На какое-то время его внимание целиком поглотила всегда нелегкая задача следить за тем, чтобы большой оркестр слаженно и послушно следовал всем изгибам музыкальной ткани, возникающей под его рукой. Но по мере того, как его власть над оркестром крепла, задача эта стала предъявлять к нему несколько меньше требований, и он мог уделить теперь внимание звучанию целого.
А вот с ним, звучанием целого, явно было что-то не то. Отдельных неприятных сюрпризов, конечно, можно было ожидать: то или другое место звучало при исполнении оркестром иначе, чем он рассчитывал. Такое бывает с каждым композитором, даже если за плечами у него опыт целой жизни. И были моменты, когда певцы, начиная фразу, справиться с которой оказывалось труднее, чем он ожидал, становились похожими на канатоходца, который вот-вот свалится с каната (хотя на самом деле ни один из них ни разу еще не наврал; с лучшей группой голосов ему не приходилось работать).
Но это лишь детали. Беда была в звучании целого. Не только радостное волнение премьеры покидало его теперь (оно в конце концов не могло продержаться весь вечер на одном и том же уровне), пропадал даже интерес к тому, что доносится до его слуха со сцены и из оркестра. К тому же им начала постепенно овладевать усталость. Рука, державшая дирижерскую палочку, становилась все тяжелее и тяжелее. Когда в первом акте настало время для того, что должно было стать бурлящим и блещущим страстью потоком звуков, он обнаружил, что ему скучно, невыносимо скучно, и хочется вернуться за свое бюро и поработать над песней.

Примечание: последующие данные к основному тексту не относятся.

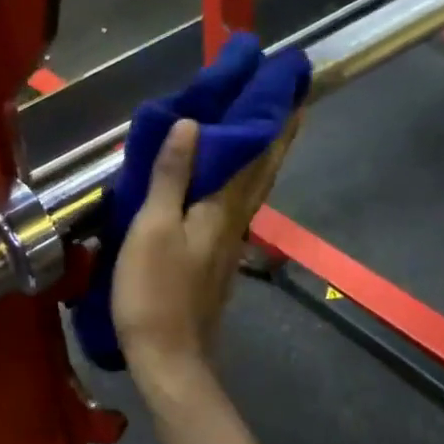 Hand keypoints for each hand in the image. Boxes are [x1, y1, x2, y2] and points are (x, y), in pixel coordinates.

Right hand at [112, 115, 298, 378]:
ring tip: (262, 132)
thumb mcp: (153, 229)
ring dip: (262, 159)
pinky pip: (234, 209)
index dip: (271, 120)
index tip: (290, 86)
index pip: (255, 154)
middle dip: (277, 135)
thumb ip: (171, 177)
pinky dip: (239, 185)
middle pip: (262, 172)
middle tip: (290, 101)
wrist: (167, 357)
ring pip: (252, 192)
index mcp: (222, 209)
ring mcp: (228, 245)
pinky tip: (229, 186)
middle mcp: (235, 222)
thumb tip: (193, 123)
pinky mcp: (215, 263)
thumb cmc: (154, 291)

Первый акт кончился; впереди оставалось только два. Аплодисменты прошли мимо его ушей. Двадцатиминутного отдыха в его комнате едва хватило, чтобы восстановить его силы. Он был ошеломлен. Казалось, что музыку написал кто-то другой, хотя он ясно помнил, как писал каждую ее ноту.
И вдруг в середине последнего акта он понял.

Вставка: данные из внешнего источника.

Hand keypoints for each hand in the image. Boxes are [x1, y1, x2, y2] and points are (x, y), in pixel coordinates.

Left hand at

В музыке не было ничего нового. Это был все тот же старый Штраус — но только слабее, жиже прежнего, как будто какой-то злой волшебник вдруг превратил его в усталого старого неудачника, в ту карикатуру на него, которую критики выдумали в самые лучшие его годы, о сравнению с продукцией композиторов, подобных Краффту, «Видна Венера» в глазах этой публики, несомненно, была шедевром. Но он-то знал, как знал бы и в прежние годы — будь критики тогда правы. Тогда они ошибались; но теперь вся его решимость порвать со штампами и вычурностью, вся его тяга к новому обернулись ничем только потому, что на пути их встала сила привычки. Возвращение к жизни его, Штрауса, означало в то же время возвращение к жизни всех этих глубоко запечатленных в нем рефлексов его стиля. Стоит ему взяться за перо, как они овладевают им совершенно автоматически, не более доступные его контролю, чем палец, отдергиваемый от пламени, и настолько лишенные подлинной жизни, что возникает вопрос: а была ли когда-нибудь вообще в его жилах хотя бы капля божественной крови?..
К глазам его подступили слезы. Тело у него молодое, но сам он старик… да, старик. Еще тридцать пять лет такой жизни? Никогда, никогда! Все это было им сказано еще сотни лет назад. Быть осужденным на то, чтобы еще полвека снова и снова повторять самого себя голосом, который звучит все слабее и слабее, и знать, что даже это жалкое столетие рано или поздно поймет, что от величия остался лишь пепел? Нет, никогда!